The problem:
Whenever a line contains the string "thumb", copy it out of the entries.

Data:
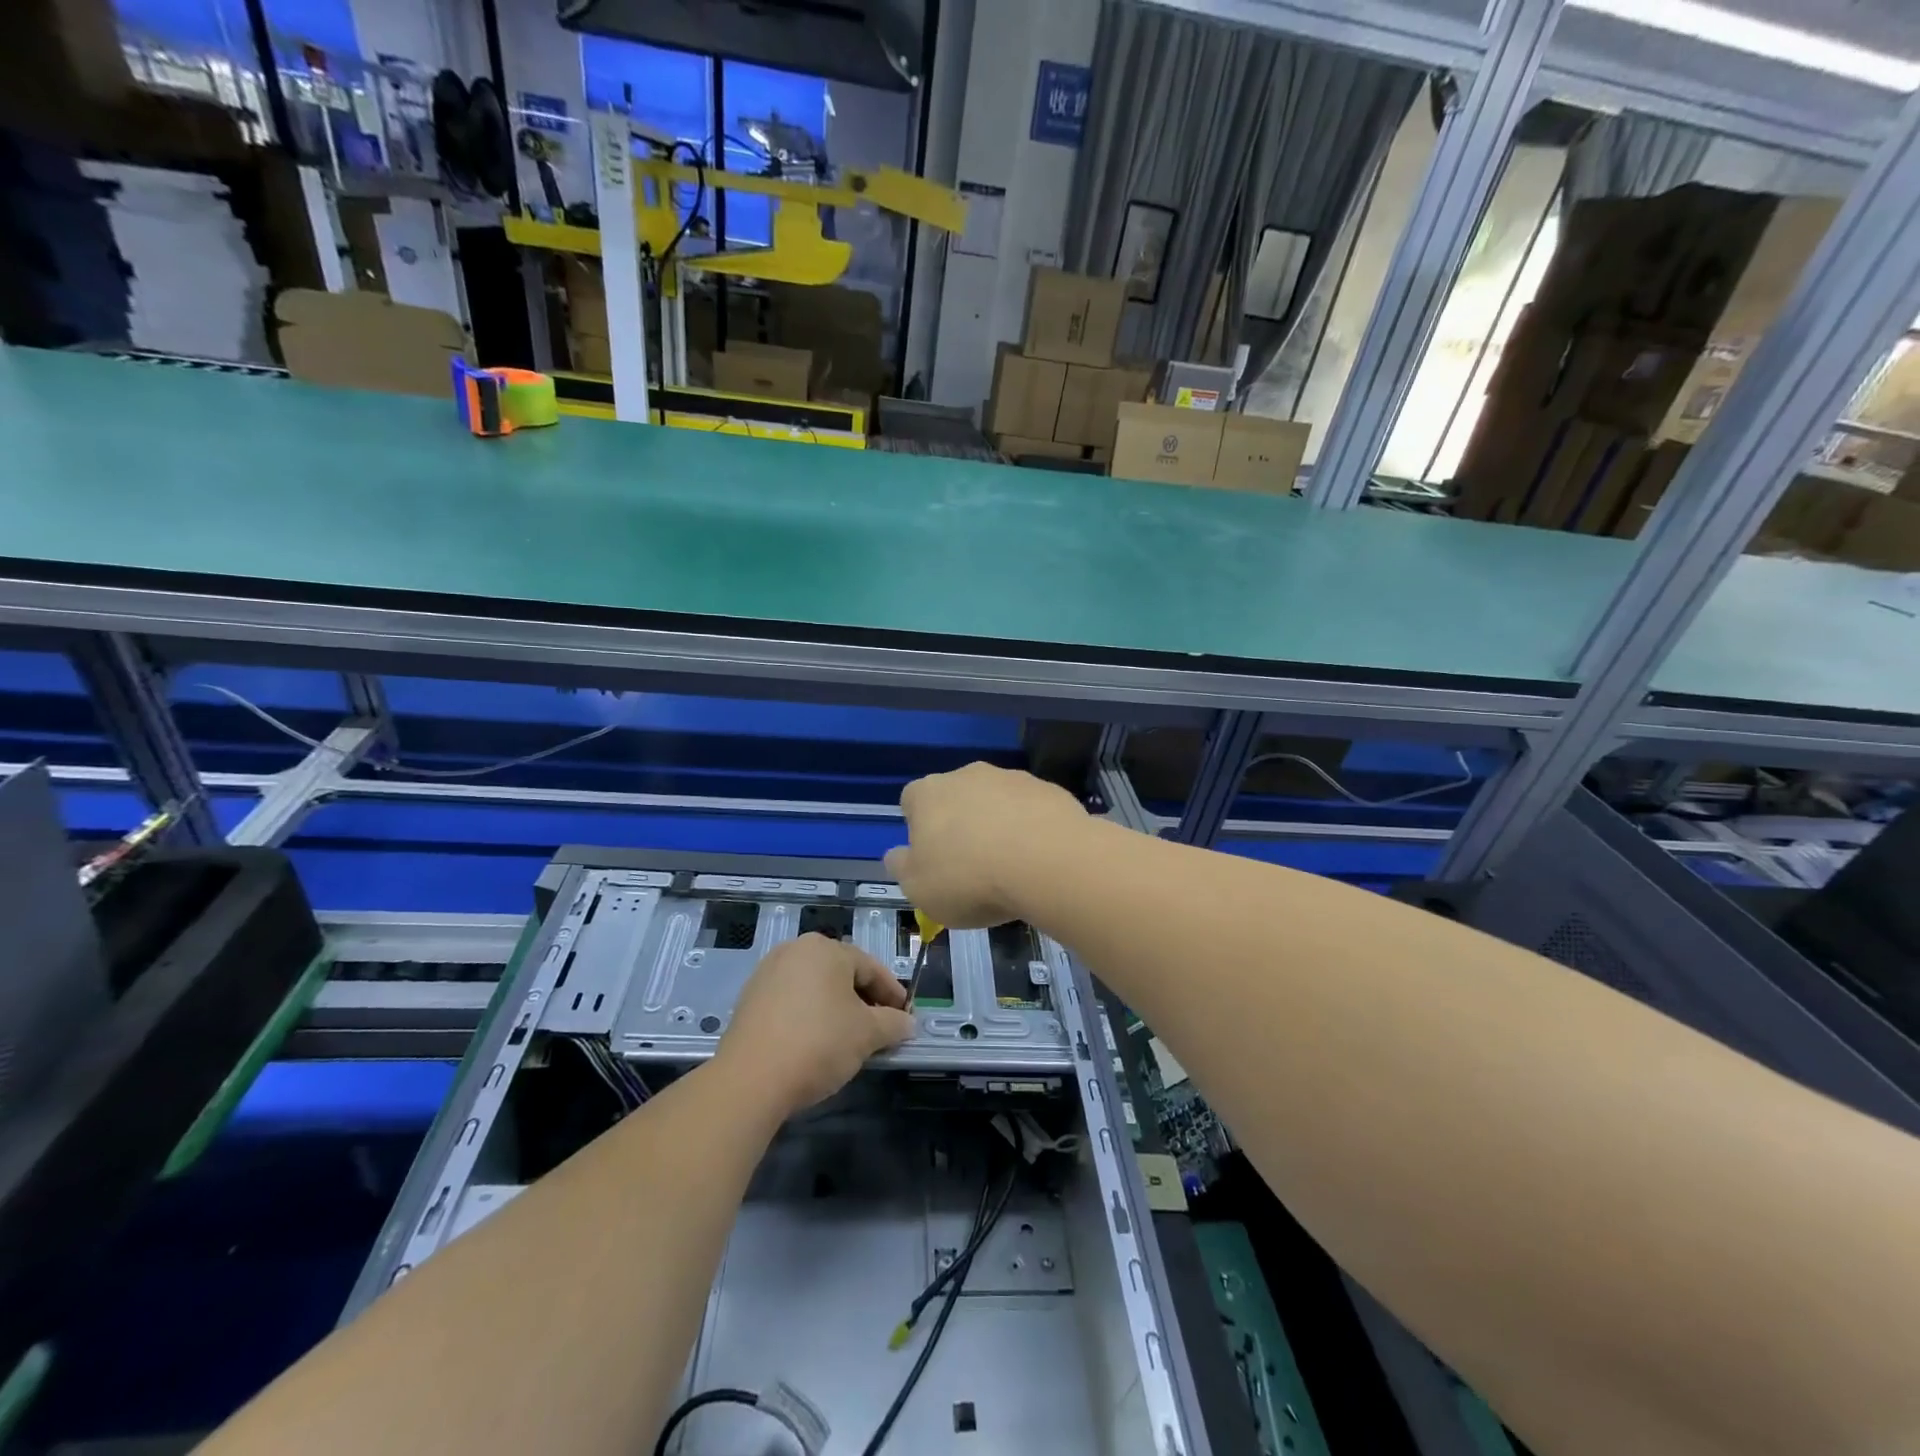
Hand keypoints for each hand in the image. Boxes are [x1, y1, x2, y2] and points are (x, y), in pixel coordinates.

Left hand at [717, 933, 914, 1116]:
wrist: (750, 1079)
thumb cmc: (818, 1043)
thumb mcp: (867, 1034)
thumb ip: (893, 1024)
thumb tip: (907, 1023)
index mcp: (826, 948)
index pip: (871, 967)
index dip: (893, 993)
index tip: (905, 1017)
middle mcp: (796, 950)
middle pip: (842, 974)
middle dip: (864, 1000)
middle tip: (881, 1028)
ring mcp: (768, 973)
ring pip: (816, 987)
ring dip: (837, 1009)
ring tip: (850, 1039)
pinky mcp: (750, 999)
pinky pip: (792, 1001)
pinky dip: (810, 1016)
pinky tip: (816, 1042)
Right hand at [884, 762, 1087, 927]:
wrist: (1048, 863)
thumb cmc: (970, 878)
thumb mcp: (919, 889)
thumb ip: (903, 868)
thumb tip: (897, 854)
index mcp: (928, 794)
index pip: (911, 800)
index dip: (918, 828)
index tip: (931, 857)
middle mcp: (968, 775)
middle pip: (956, 797)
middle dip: (960, 824)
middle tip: (970, 865)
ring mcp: (1011, 778)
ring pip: (996, 800)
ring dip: (998, 824)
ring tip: (1010, 866)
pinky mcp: (1048, 789)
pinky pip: (1031, 809)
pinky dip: (1031, 828)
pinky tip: (1039, 859)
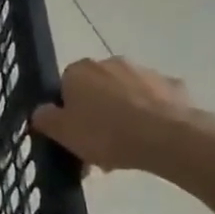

Response below:
thumb cmc: (818, 1043)
thumb mcp: (867, 1034)
thumb ip: (893, 1024)
thumb tip: (907, 1023)
thumb cmc: (970, 878)
thumb mcp: (919, 889)
thumb ip: (903, 868)
thumb tip: (897, 854)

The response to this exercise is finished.